63rd Justice of the Oregon Supreme Court
- In office 1949–1950
- Appointed by: Douglas McKay
- Preceded by: Percy R. Kelly
- Succeeded by: Earl C. Latourette

Personal details
- Born: April 28, 1893 Salem, Oregon
- Died: March 15, 1959 (aged 65)

= E. M. Page =

American judge

Everil Max "E.M." Page (April 28, 1893 - March 15, 1959) was an American lawyer and judge in the state of Oregon. He was appointed as the 63rd justice of the Oregon Supreme Court, serving for less than a year between 1949 and 1950.

==Early life==
Page was born in Marion County, Oregon, on April 28, 1893, near Salem, Oregon. He received his high school education at Salem High School, and in 1913 he graduated from Willamette University College of Law.
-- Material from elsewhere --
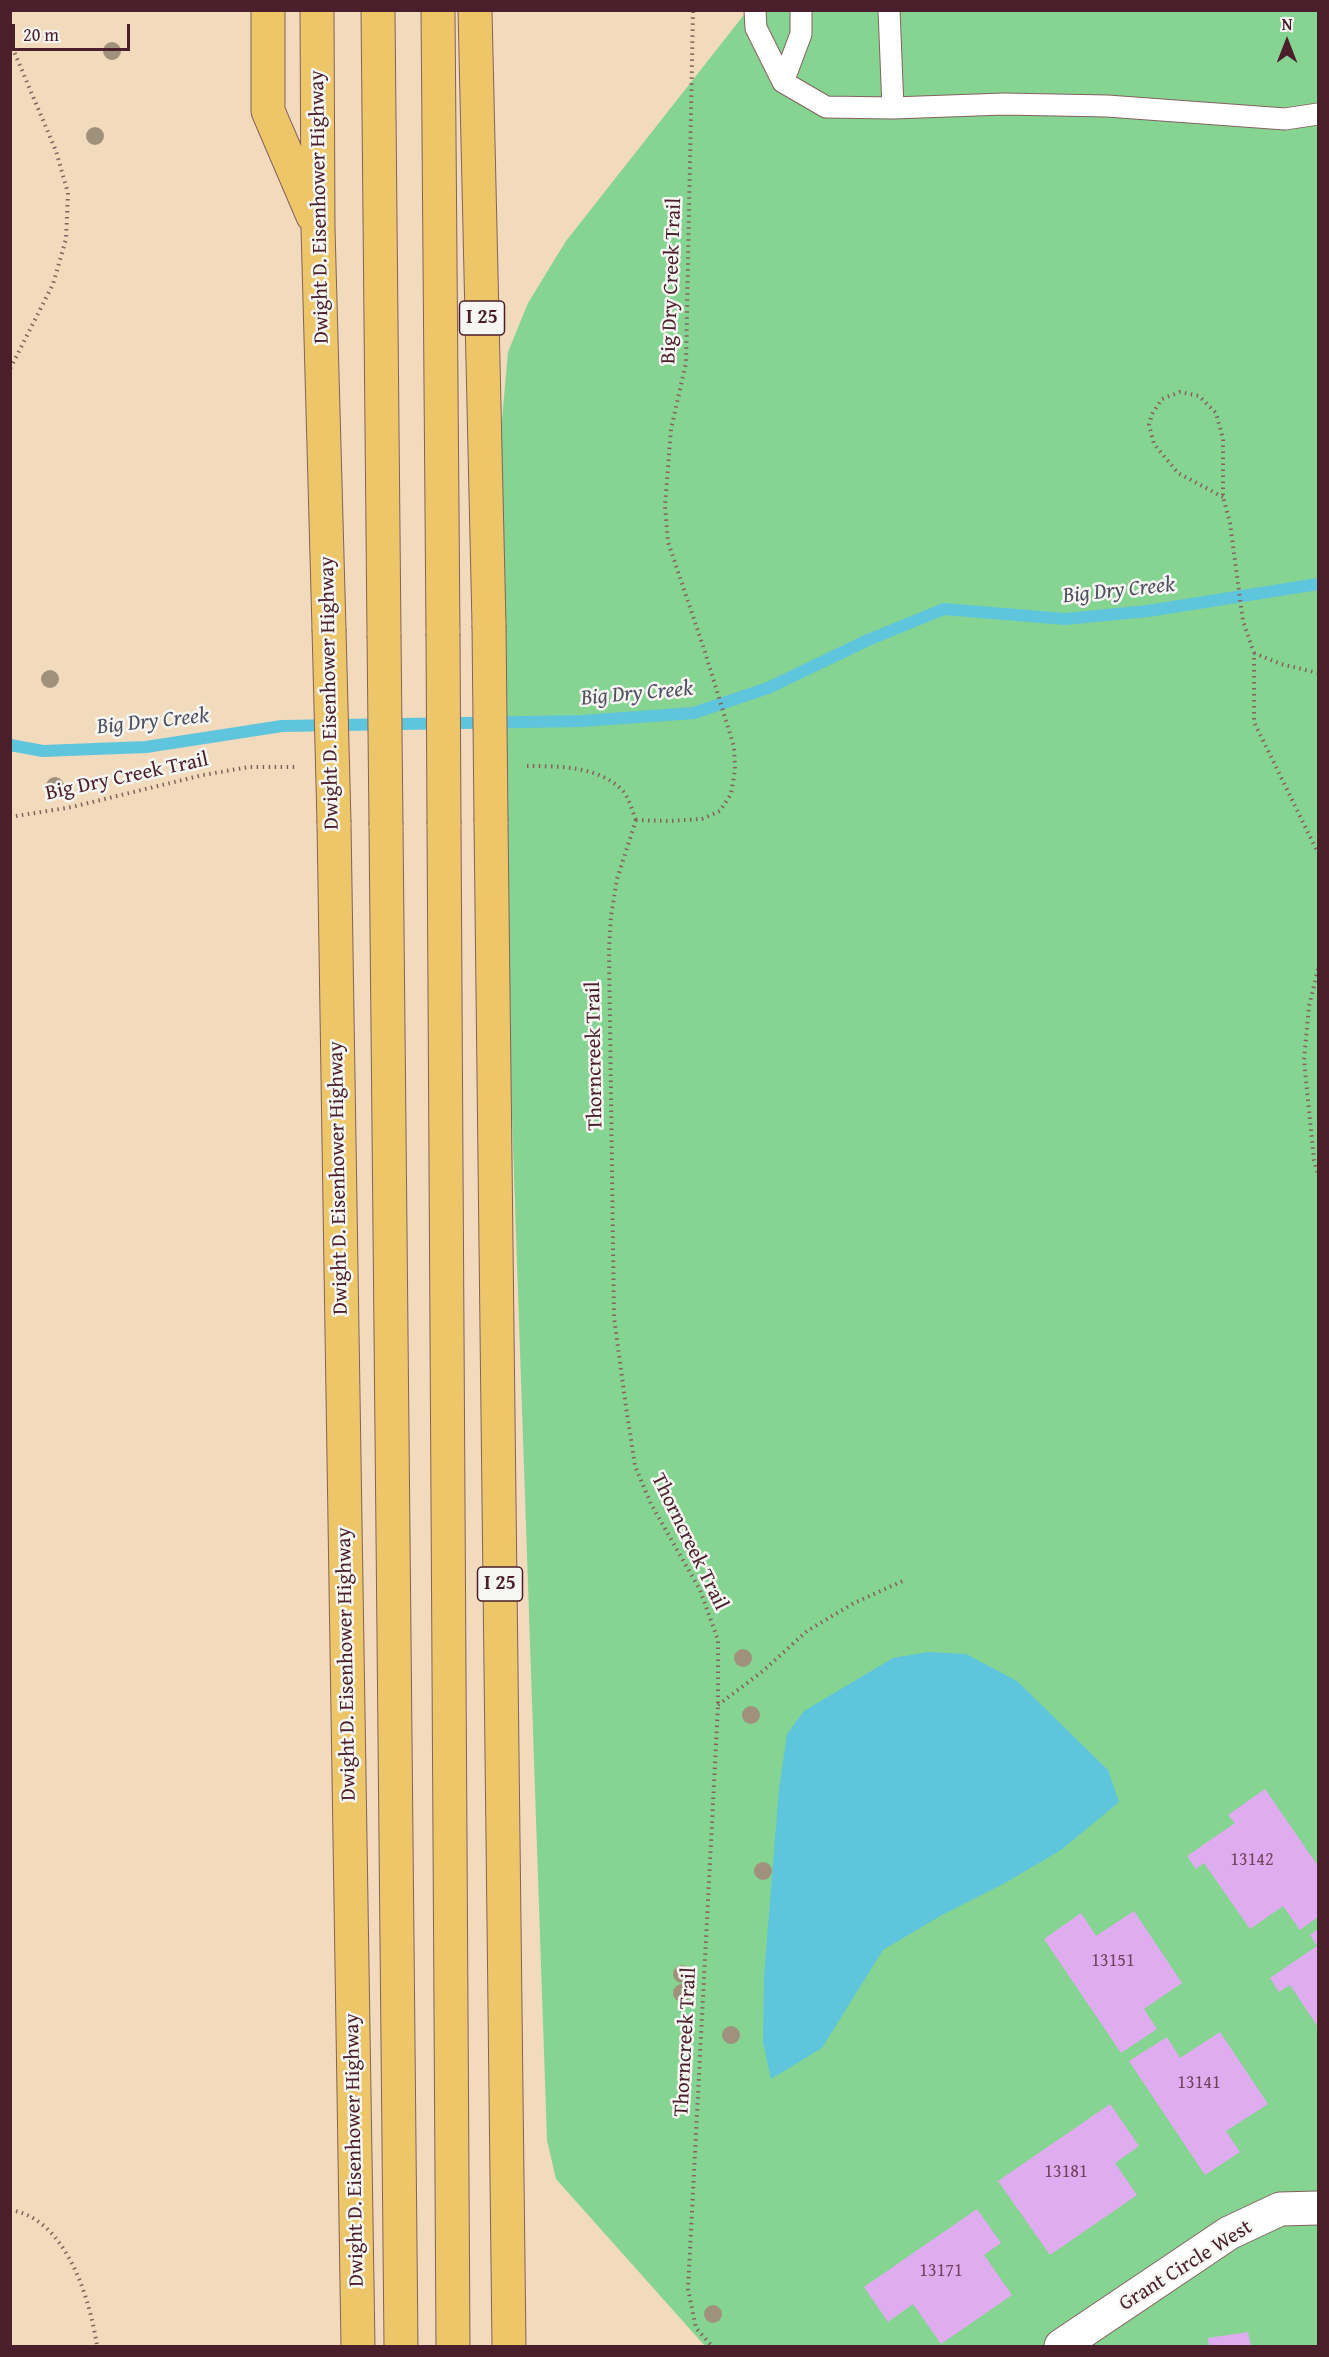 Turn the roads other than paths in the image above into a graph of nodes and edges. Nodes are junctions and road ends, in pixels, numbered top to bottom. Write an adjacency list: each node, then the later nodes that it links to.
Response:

In 1914 he passed the bar examination.

==Judicial career==
In 1941, after the state legislature created a new judicial district, E.M. Page was appointed to the new court as circuit judge for Marion County, Oregon. Then, on July 8, 1949, Oregon Governor Douglas McKay appointed Page to replace Percy R. Kelly on the Oregon Supreme Court. Due to "ill health", Page resigned from Oregon’s high court less than a year later on January 18, 1950, and McKay replaced him with Earl C. Latourette.

==Later years==
Everil Max Page died on March 15, 1959, at the age of 65.